Louise Westling suggests that Phoenix exhibits a "distinctively feminine kind of heroism" deriving from women's roles as "guardians and nurturers of children"; men's quests, on the other hand, often involve battles for dominance and are typically concerned with "self-definition." Thus Welty contrasts the tiny old woman with the white young hunter who helps her out of a ditch but who proves the most vicious impediment in her path. Not only does he jokingly point his gun at Phoenix, but he guiltily thinks he saw her pick up a nickel that had fallen from his pocket. (Still, he lies that he would give her a dime if he had any money.) Urging her to return home, he laughs: "I know you old colored people! Wouldn't miss going to town to see Santa Claus!"

Ironically the hunter calls Phoenix "Granny," unaware that her grandson's distress has impelled her to climb hills, tangle with a thorn bush, creep through a barbed-wire fence, and face "the trial" of crossing a creek on a log with her eyes shut and her slender cane leveled "fiercely before her." Katherine Anne Porter has identified a "mysterious threshold between dream and waking" in several of Welty's stories, and Phoenix's obstacles include a confrontation with a ghost that turns out to be a scarecrow, a hallucinatory visitation from a boy who offers her a slice of marble cake, and a sensation that she is walking in the sleep of "old women under a spell." Welty's descriptions are characteristically figurative. "Big dead trees" are "like black men with one arm," and the "emptiness" of the scarecrow's coat is "cold as ice."

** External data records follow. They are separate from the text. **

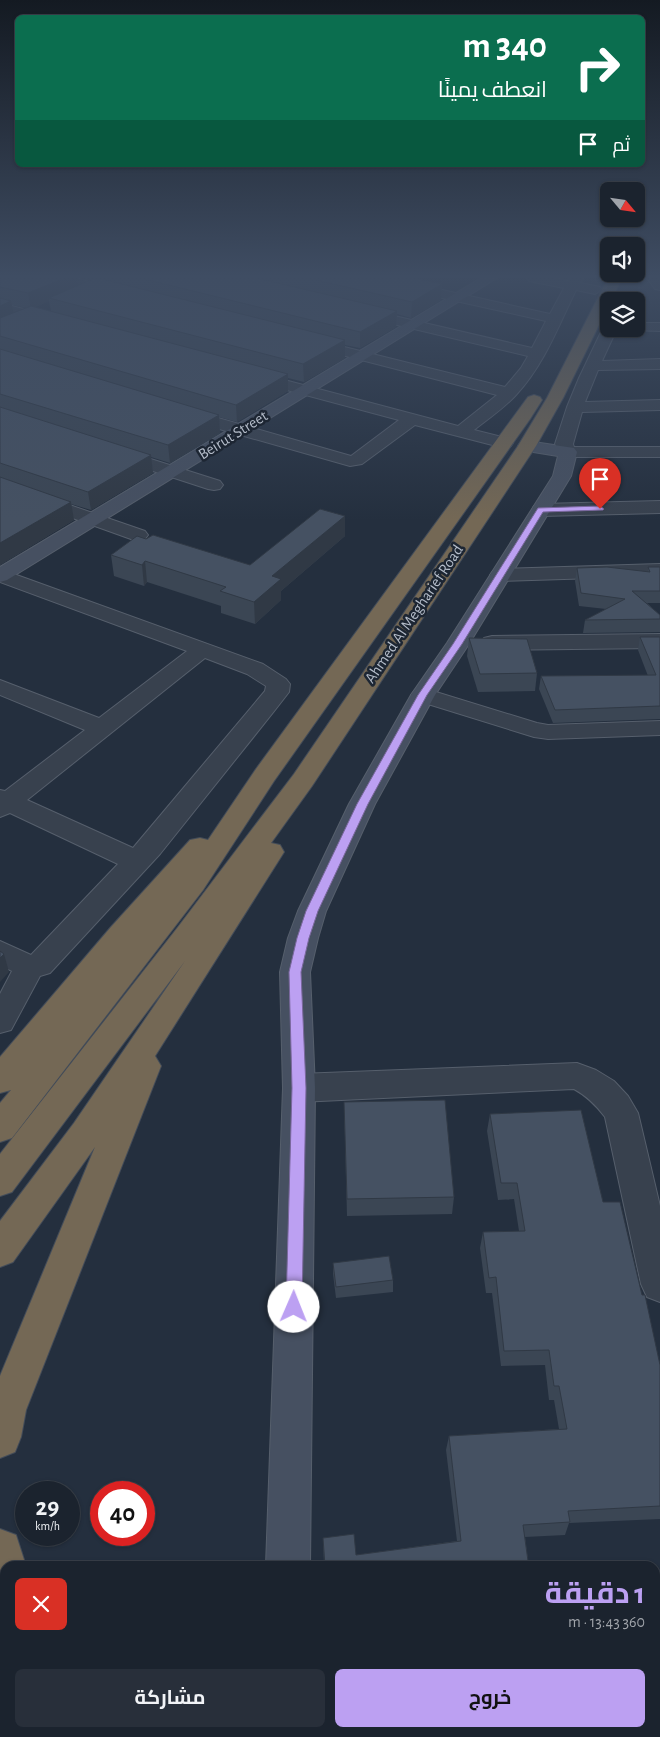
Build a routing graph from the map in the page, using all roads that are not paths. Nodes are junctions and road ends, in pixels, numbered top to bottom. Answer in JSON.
{"nodes":[{"id":1,"x":357,"y":359,"type":"edge"},
{"id":2,"x":374,"y":359,"type":"edge"},
{"id":3,"x":535,"y":359,"type":"edge"},
{"id":4,"x":558,"y":359,"type":"edge"},
{"id":5,"x":574,"y":359,"type":"edge"},
{"id":6,"x":595,"y":359,"type":"edge"},
{"id":7,"x":660,"y":364,"type":"edge"},
{"id":8,"x":592,"y":366,"type":"junction"},
{"id":9,"x":239,"y":372,"type":"edge"},
{"id":10,"x":305,"y":390,"type":"junction"},
{"id":11,"x":509,"y":393,"type":"junction"},
{"id":12,"x":660,"y":405,"type":"edge"},
{"id":13,"x":575,"y":407,"type":"junction"},
{"id":14,"x":166,"y":408,"type":"edge"},
{"id":15,"x":412,"y":419,"type":"junction"},
{"id":16,"x":240,"y":431,"type":"junction"},
{"id":17,"x":461,"y":432,"type":"junction"},
{"id":18,"x":504,"y":443,"type":"junction"},
{"id":19,"x":527,"y":446,"type":"junction"},
{"id":20,"x":100,"y":448,"type":"edge"},
{"id":21,"x":568,"y":452,"type":"junction"},
{"id":22,"x":660,"y":452,"type":"edge"},
{"id":23,"x":173,"y":472,"type":"junction"},
{"id":24,"x":214,"y":485,"type":"dead end"},
{"id":25,"x":0,"y":486,"type":"edge"},
{"id":26,"x":660,"y":508,"type":"edge"},
{"id":27,"x":540,"y":510,"type":"junction"},
{"id":28,"x":93,"y":519,"type":"junction"},
{"id":29,"x":138,"y":536,"type":"edge"},
{"id":30,"x":660,"y":570,"type":"edge"},
{"id":31,"x":500,"y":575,"type":"junction"},
{"id":32,"x":0,"y":576,"type":"edge"},
{"id":33,"x":660,"y":641,"type":"edge"},
{"id":34,"x":458,"y":644,"type":"junction"},
{"id":35,"x":201,"y":650,"type":"junction"},
{"id":36,"x":0,"y":687,"type":"edge"},
{"id":37,"x":422,"y":695,"type":"junction"},
{"id":38,"x":102,"y":728,"type":"junction"},
{"id":39,"x":660,"y":728,"type":"edge"},
{"id":40,"x":265,"y":775,"type":"junction"},
{"id":41,"x":303,"y":780,"type":"junction"},
{"id":42,"x":2,"y":803,"type":"edge"},
{"id":43,"x":136,"y":861,"type":"junction"},
{"id":44,"x":175,"y":930,"type":"junction"},
{"id":45,"x":0,"y":952,"type":"edge"},
{"id":46,"x":30,"y":967,"type":"junction"},
{"id":47,"x":167,"y":1013,"type":"junction"},
{"id":48,"x":0,"y":1021,"type":"edge"},
{"id":49,"x":0,"y":1080,"type":"edge"},
{"id":50,"x":299,"y":1088,"type":"junction"},
{"id":51,"x":0,"y":1128,"type":"edge"},
{"id":52,"x":0,"y":1181,"type":"edge"},
{"id":53,"x":0,"y":1250,"type":"edge"},
{"id":54,"x":660,"y":1284,"type":"edge"},
{"id":55,"x":0,"y":1437,"type":"edge"},
{"id":56,"x":288,"y":1561,"type":"edge"}],
"edges":[{"from":1,"to":10,"type":"street","name":"Beirut Street"},
{"from":2,"to":11,"type":"street"},
{"from":3,"to":11,"type":"street"},
{"from":4,"to":18,"type":"highway","name":"Ahmed Al Megharief Road"},
{"from":5,"to":19,"type":"highway","name":"Ahmed Al Megharief Road"},
{"from":6,"to":8,"type":"street"},
{"from":7,"to":8,"type":"street"},
{"from":8,"to":13,"type":"street"},
{"from":9,"to":10,"type":"street"},
{"from":10,"to":15,"type":"street"},
{"from":10,"to":16,"type":"street","name":"Beirut Street"},
{"from":11,"to":17,"type":"street"},
{"from":12,"to":13,"type":"street"},
{"from":13,"to":21,"type":"street"},
{"from":14,"to":16,"type":"street"},
{"from":15,"to":16,"type":"street"},
{"from":15,"to":17,"type":"street"},
{"from":16,"to":23,"type":"street","name":"Beirut Street"},
{"from":17,"to":18,"type":"street"},
{"from":18,"to":40,"type":"highway","name":"Ahmed Al Megharief Road"},
{"from":19,"to":21,"type":"street"},
{"from":19,"to":41,"type":"highway","name":"Ahmed Al Megharief Road"},
{"from":20,"to":23,"type":"street"},
{"from":21,"to":22,"type":"street"},
{"from":21,"to":27,"type":"street"},
{"from":23,"to":24,"type":"street"},
{"from":23,"to":28,"type":"street","name":"Beirut Street"},
{"from":25,"to":28,"type":"street"},
{"from":26,"to":27,"type":"street"},
{"from":27,"to":31,"type":"street"},
{"from":28,"to":29,"type":"street"},
{"from":28,"to":32,"type":"street","name":"Beirut Street"},
{"from":30,"to":31,"type":"street"},
{"from":31,"to":34,"type":"street"},
{"from":32,"to":35,"type":"street"},
{"from":33,"to":34,"type":"street"},
{"from":34,"to":37,"type":"street"},
{"from":35,"to":38,"type":"street"},
{"from":35,"to":43,"type":"street"},
{"from":36,"to":38,"type":"street"},
{"from":37,"to":39,"type":"street"},
{"from":37,"to":50,"type":"street"},
{"from":38,"to":42,"type":"street"},
{"from":40,"to":44,"type":"highway","name":"Ahmed Al Megharief Road"},
{"from":40,"to":49,"type":"highway"},
{"from":41,"to":44,"type":"highway","name":"Ahmed Al Megharief Road"},
{"from":41,"to":47,"type":"highway"},
{"from":42,"to":43,"type":"street"},
{"from":43,"to":46,"type":"street"},
{"from":44,"to":51,"type":"highway"},
{"from":44,"to":52,"type":"highway"},
{"from":45,"to":46,"type":"street"},
{"from":46,"to":48,"type":"street"},
{"from":47,"to":53,"type":"highway"},
{"from":47,"to":55,"type":"highway"},
{"from":50,"to":54,"type":"street"},
{"from":50,"to":56,"type":"street"}]}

Phoenix's struggles do not end when she emerges from the shadowy woods and arrives in the "shining" and "paved city." Alert to urban decorum she must ask a lady to tie the shoes that have been unlaced the whole journey. In the doctor's office a "ceremonial stiffness" grips her body, and she cannot respond to the receptionist's greeting: "A charity case, I suppose." Although the nurse immediately recognizes her Phoenix's silence leads her to ask abruptly whether the grandson is dead. Finally aroused, Phoenix confesses a lapse of memory and assures her impatient listeners that not only is the boy alive, but he is "going to last"; moreover, she will never forget him again: "no, the whole enduring time."

The nurse marks "Charity" in her account book, and the attendant gives Phoenix a nickel, which she will pair with the hunter's unwitting contribution to buy her grandchild a paper windmill. But the most heartfelt act of giving in the story is the selfless journey that Phoenix continues, in true Christmas spirit, as her slow steps head back down the stairway, moving toward the path worn smooth by her love.